PROMPT
The data is to be set down once more, exactly as it reads.

(Saved data entries)
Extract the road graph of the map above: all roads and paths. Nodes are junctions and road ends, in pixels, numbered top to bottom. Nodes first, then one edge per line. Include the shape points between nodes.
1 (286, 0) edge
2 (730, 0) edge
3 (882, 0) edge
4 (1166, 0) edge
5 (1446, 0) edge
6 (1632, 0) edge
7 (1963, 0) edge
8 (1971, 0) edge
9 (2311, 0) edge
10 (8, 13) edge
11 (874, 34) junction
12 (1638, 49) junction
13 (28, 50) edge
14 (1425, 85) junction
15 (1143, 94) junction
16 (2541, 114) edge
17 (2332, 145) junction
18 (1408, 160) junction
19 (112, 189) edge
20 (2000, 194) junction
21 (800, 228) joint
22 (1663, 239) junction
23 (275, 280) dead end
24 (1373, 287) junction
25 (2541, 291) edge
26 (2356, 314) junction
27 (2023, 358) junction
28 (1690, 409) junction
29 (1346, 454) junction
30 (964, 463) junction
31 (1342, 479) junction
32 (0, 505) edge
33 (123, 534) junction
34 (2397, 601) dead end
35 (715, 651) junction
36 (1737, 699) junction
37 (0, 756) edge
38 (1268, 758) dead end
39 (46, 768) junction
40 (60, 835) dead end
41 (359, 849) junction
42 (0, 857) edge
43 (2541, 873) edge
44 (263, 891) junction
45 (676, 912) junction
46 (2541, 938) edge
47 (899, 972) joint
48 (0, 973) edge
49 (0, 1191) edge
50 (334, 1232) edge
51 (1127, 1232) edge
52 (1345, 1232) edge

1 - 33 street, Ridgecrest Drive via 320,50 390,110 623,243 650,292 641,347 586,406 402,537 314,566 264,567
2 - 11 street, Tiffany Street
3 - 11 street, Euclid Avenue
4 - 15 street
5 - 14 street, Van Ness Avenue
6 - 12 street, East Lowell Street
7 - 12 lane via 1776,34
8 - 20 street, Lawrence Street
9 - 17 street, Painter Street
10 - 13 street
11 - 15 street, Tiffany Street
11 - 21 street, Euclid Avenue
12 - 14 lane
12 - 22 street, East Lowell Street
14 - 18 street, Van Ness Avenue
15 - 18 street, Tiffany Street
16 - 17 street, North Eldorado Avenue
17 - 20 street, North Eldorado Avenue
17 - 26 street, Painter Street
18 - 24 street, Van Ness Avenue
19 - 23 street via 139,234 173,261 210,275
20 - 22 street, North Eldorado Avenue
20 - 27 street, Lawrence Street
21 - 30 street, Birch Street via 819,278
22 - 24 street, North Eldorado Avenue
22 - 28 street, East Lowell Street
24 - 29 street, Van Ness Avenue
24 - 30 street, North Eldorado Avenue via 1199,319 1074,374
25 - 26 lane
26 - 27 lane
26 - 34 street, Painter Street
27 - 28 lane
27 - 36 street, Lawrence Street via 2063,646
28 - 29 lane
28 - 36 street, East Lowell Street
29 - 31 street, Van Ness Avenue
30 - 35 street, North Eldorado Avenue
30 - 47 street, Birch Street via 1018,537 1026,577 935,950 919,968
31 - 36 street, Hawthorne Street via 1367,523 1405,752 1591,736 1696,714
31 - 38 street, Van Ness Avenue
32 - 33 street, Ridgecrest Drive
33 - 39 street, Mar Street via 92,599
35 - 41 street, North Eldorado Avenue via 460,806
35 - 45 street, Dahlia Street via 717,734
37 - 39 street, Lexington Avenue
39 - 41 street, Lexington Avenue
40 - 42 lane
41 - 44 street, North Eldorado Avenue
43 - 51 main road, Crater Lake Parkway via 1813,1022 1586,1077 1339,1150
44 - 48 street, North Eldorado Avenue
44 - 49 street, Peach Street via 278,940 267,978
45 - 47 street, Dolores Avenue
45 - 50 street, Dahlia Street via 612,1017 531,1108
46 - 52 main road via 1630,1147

WRITTEN ANSWER
Extract the road graph of the map above: all roads and paths. Nodes are junctions and road ends, in pixels, numbered top to bottom. Nodes first, then one edge per line. Include the shape points between nodes.
1 (286, 0) edge
2 (730, 0) edge
3 (882, 0) edge
4 (1166, 0) edge
5 (1446, 0) edge
6 (1632, 0) edge
7 (1963, 0) edge
8 (1971, 0) edge
9 (2311, 0) edge
10 (8, 13) edge
11 (874, 34) junction
12 (1638, 49) junction
13 (28, 50) edge
14 (1425, 85) junction
15 (1143, 94) junction
16 (2541, 114) edge
17 (2332, 145) junction
18 (1408, 160) junction
19 (112, 189) edge
20 (2000, 194) junction
21 (800, 228) joint
22 (1663, 239) junction
23 (275, 280) dead end
24 (1373, 287) junction
25 (2541, 291) edge
26 (2356, 314) junction
27 (2023, 358) junction
28 (1690, 409) junction
29 (1346, 454) junction
30 (964, 463) junction
31 (1342, 479) junction
32 (0, 505) edge
33 (123, 534) junction
34 (2397, 601) dead end
35 (715, 651) junction
36 (1737, 699) junction
37 (0, 756) edge
38 (1268, 758) dead end
39 (46, 768) junction
40 (60, 835) dead end
41 (359, 849) junction
42 (0, 857) edge
43 (2541, 873) edge
44 (263, 891) junction
45 (676, 912) junction
46 (2541, 938) edge
47 (899, 972) joint
48 (0, 973) edge
49 (0, 1191) edge
50 (334, 1232) edge
51 (1127, 1232) edge
52 (1345, 1232) edge

1 - 33 street, Ridgecrest Drive via 320,50 390,110 623,243 650,292 641,347 586,406 402,537 314,566 264,567
2 - 11 street, Tiffany Street
3 - 11 street, Euclid Avenue
4 - 15 street
5 - 14 street, Van Ness Avenue
6 - 12 street, East Lowell Street
7 - 12 lane via 1776,34
8 - 20 street, Lawrence Street
9 - 17 street, Painter Street
10 - 13 street
11 - 15 street, Tiffany Street
11 - 21 street, Euclid Avenue
12 - 14 lane
12 - 22 street, East Lowell Street
14 - 18 street, Van Ness Avenue
15 - 18 street, Tiffany Street
16 - 17 street, North Eldorado Avenue
17 - 20 street, North Eldorado Avenue
17 - 26 street, Painter Street
18 - 24 street, Van Ness Avenue
19 - 23 street via 139,234 173,261 210,275
20 - 22 street, North Eldorado Avenue
20 - 27 street, Lawrence Street
21 - 30 street, Birch Street via 819,278
22 - 24 street, North Eldorado Avenue
22 - 28 street, East Lowell Street
24 - 29 street, Van Ness Avenue
24 - 30 street, North Eldorado Avenue via 1199,319 1074,374
25 - 26 lane
26 - 27 lane
26 - 34 street, Painter Street
27 - 28 lane
27 - 36 street, Lawrence Street via 2063,646
28 - 29 lane
28 - 36 street, East Lowell Street
29 - 31 street, Van Ness Avenue
30 - 35 street, North Eldorado Avenue
30 - 47 street, Birch Street via 1018,537 1026,577 935,950 919,968
31 - 36 street, Hawthorne Street via 1367,523 1405,752 1591,736 1696,714
31 - 38 street, Van Ness Avenue
32 - 33 street, Ridgecrest Drive
33 - 39 street, Mar Street via 92,599
35 - 41 street, North Eldorado Avenue via 460,806
35 - 45 street, Dahlia Street via 717,734
37 - 39 street, Lexington Avenue
39 - 41 street, Lexington Avenue
40 - 42 lane
41 - 44 street, North Eldorado Avenue
43 - 51 main road, Crater Lake Parkway via 1813,1022 1586,1077 1339,1150
44 - 48 street, North Eldorado Avenue
44 - 49 street, Peach Street via 278,940 267,978
45 - 47 street, Dolores Avenue
45 - 50 street, Dahlia Street via 612,1017 531,1108
46 - 52 main road via 1630,1147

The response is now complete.